Of Absence, Darkness, page 6
Daniel drew a slow breath of relief. He had almost expected—not that, exactly. But something like that. Something calculated to reassure, but something suited to this world. That sounded about right. Captain Beres was staring at Tenai in absolute shock. Emelan was smiling a little in wry amusement, no doubt recognizing that emotion.
Tenai offered the bloodied sword back to the captain of the guard. “Well?” she asked.
Without a word, he took the sword back from Tenai. His gaze never leaving her face, he closed his left hand over the blade. Blood welled between his fingers—again, just a little. But carrying as much meaning, certainly. “My life and my honor,” Captain Beres said. His voice, so steady a moment before, was a little ragged as he went on. “Loyalty and obedience I swear to you, Nolas-e. I am your man. I beg your pardon for my earlier hesitation.”

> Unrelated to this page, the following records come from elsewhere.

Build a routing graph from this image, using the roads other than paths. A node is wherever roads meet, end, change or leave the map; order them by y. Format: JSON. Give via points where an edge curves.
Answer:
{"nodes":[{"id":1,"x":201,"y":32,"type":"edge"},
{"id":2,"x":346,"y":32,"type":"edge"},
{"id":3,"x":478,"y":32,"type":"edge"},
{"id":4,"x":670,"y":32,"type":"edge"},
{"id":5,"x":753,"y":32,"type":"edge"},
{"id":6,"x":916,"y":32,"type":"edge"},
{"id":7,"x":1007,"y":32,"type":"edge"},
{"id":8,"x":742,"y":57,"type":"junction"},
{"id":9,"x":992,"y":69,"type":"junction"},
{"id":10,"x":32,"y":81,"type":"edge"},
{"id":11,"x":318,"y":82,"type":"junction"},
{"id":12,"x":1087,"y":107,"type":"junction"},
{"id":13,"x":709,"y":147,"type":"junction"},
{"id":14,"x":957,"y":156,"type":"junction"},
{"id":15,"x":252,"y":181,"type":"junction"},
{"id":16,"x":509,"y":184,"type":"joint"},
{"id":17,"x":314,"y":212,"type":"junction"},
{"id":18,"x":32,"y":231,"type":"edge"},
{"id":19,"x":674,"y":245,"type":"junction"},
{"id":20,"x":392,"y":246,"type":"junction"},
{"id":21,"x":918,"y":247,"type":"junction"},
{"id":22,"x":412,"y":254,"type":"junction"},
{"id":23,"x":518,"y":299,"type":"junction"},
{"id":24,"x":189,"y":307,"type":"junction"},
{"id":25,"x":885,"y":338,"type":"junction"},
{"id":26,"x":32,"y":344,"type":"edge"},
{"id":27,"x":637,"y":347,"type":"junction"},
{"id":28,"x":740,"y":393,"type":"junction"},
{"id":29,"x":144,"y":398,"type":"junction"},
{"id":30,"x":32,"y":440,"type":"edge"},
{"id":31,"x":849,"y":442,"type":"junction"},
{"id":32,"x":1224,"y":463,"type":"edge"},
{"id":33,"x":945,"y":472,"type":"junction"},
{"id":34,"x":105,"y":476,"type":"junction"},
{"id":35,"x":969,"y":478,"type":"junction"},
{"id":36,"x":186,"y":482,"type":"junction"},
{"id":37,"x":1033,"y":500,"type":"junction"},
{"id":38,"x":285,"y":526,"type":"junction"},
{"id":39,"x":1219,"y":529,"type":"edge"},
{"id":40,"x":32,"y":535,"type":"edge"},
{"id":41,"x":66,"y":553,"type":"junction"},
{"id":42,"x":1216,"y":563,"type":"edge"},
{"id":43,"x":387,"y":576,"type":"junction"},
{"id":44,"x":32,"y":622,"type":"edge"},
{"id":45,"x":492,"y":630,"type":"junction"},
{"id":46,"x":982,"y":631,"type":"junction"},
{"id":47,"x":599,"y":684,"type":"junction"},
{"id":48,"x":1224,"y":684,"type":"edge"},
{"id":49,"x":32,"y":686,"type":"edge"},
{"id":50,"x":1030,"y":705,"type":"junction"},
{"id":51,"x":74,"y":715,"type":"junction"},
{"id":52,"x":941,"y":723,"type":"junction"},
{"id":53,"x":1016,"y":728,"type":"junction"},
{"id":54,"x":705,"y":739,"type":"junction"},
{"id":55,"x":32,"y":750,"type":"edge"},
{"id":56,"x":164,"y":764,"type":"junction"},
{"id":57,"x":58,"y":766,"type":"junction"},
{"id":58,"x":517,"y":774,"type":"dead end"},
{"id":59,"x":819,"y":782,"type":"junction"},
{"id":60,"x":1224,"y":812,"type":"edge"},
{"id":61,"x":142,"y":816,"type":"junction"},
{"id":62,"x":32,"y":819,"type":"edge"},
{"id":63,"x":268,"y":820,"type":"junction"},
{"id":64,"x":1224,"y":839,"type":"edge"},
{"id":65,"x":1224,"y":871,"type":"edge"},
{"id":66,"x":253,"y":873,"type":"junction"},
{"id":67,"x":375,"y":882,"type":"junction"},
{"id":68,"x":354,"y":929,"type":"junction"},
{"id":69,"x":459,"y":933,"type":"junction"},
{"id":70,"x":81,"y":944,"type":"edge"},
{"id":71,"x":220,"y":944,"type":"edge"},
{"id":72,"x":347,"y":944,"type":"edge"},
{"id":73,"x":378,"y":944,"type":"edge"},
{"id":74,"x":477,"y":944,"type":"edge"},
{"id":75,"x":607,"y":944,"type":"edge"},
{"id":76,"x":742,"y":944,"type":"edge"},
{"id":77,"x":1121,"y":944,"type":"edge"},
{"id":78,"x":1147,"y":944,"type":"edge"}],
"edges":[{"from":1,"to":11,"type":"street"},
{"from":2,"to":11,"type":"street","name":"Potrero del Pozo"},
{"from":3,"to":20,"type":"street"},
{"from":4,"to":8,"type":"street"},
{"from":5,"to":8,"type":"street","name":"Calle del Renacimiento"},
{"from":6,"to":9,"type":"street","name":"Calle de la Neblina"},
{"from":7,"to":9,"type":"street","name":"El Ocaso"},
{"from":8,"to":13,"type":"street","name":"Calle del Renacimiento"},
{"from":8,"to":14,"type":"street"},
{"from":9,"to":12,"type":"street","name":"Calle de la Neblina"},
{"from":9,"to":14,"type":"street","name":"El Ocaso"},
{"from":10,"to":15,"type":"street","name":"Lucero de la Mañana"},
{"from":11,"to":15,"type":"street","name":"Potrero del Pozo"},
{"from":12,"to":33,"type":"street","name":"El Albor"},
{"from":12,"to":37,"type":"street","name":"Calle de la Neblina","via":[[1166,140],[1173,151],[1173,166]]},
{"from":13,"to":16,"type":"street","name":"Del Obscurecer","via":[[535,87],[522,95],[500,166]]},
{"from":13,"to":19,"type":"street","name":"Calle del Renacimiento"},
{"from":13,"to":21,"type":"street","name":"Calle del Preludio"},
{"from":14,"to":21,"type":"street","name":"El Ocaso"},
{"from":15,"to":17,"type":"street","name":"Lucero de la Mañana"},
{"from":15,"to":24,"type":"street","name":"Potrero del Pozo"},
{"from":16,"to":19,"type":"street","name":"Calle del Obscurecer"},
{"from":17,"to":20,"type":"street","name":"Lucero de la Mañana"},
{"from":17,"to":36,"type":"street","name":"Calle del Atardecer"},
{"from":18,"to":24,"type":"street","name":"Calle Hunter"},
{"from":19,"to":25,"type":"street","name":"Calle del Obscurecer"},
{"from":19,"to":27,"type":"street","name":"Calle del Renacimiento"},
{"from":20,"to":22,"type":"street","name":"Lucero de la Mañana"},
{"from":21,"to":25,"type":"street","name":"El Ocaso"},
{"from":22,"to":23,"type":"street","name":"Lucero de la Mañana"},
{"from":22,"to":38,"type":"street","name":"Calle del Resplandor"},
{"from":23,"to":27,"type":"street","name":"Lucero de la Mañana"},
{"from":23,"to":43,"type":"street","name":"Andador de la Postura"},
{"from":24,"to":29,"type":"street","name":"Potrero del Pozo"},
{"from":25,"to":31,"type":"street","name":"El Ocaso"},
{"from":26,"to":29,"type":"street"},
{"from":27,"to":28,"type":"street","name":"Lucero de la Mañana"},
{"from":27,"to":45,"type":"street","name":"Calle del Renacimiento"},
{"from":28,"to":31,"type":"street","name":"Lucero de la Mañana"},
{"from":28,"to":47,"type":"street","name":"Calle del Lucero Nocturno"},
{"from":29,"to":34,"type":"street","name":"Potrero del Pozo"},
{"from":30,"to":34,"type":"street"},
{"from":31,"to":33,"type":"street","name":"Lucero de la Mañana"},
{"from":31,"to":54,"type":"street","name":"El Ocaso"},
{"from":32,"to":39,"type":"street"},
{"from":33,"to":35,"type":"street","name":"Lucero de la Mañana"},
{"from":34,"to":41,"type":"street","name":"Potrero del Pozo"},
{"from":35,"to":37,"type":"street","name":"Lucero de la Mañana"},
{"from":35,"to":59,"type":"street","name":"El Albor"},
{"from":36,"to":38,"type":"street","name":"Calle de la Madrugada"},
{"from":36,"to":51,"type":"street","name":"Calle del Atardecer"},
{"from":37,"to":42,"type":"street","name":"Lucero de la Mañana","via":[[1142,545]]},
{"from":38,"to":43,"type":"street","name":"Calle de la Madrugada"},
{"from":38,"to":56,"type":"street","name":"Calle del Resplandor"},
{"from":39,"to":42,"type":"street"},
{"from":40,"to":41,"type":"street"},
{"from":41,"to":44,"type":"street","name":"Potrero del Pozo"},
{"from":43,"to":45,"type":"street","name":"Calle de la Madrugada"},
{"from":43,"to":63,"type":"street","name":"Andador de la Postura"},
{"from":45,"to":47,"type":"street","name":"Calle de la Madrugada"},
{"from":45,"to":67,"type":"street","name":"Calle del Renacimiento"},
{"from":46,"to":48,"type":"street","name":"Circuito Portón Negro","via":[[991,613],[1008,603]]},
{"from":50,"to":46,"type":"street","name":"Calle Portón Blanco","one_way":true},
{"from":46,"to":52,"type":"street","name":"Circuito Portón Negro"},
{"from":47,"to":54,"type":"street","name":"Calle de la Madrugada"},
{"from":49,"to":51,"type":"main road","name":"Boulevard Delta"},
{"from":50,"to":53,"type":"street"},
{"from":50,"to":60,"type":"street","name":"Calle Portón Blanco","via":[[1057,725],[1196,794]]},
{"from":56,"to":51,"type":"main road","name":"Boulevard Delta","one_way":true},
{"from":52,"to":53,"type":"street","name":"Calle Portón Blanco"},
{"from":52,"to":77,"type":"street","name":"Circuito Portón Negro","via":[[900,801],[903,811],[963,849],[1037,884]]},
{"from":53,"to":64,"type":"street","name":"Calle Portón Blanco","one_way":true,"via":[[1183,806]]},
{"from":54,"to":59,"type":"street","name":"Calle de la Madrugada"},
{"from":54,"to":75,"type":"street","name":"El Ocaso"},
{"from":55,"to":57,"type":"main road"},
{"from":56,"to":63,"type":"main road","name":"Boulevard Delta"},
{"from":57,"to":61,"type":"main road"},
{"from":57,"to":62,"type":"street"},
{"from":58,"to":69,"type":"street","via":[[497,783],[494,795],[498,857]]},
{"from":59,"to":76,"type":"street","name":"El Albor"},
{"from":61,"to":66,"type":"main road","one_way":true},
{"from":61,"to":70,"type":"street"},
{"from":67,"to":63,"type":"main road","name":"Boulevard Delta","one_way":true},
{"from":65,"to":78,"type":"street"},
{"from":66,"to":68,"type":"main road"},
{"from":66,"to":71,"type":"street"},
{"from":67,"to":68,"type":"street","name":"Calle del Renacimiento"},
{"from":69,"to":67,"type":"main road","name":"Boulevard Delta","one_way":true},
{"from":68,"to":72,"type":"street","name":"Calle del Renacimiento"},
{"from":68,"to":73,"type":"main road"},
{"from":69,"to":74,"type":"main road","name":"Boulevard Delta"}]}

“I grant you pardon,” Tenai said softly. “I take your loyalty. Now that you have returned it to me, I will expect you to set no other lord before me, my captain.”
Beres bowed, rose to his feet, sheathed his sword, bowed a second time, and backed away two precise steps.
“Penon,” Tenai said.
The older man took a breath, cleared his throat, and rallied. “Yes, Nolas-e.”
Tenai indicated Daniel and his daughter. “These are my guests. You will show them all possible courtesy, Penon. Inform the staff of this house. See that all those hereabout are informed.”
“Yes, Nolas-e.”
Tenai made another small gesture, this time indicating Emelan. “Captain Beres, this is a man I happened to take up along my way. He has been a soldier, and in a lord's house guard. Now he shall be again. See to it.”
Beres gave Emelan a quick summing look and said, “Yes, Nolas-e.” Emelan returned the captain’s glance without expression and said nothing at all.
“Keep a watch on the south roads,” Tenai added to Beres. “If men or news comes this way from Nerinesir, I wish to know it. I do not expect to hear anything from that direction so quickly, but events may yet surprise me.”
“Yes, Nolas-e.”
Tenai dismissed both Captain Beres and Emelan with a nod and glanced at Daniel and Jenna. “If you will come with me, please, I shall make you at home in my house.”
Tenai's own apartment turned out to include fourteen beautiful rooms, including an elegant little greenhouse, complete with a tiny fountain and colorful fish. Jenna exclaimed over it. Her mother would certainly have enjoyed it. Daniel only wished Kathy could have lived to be here with them and to see this.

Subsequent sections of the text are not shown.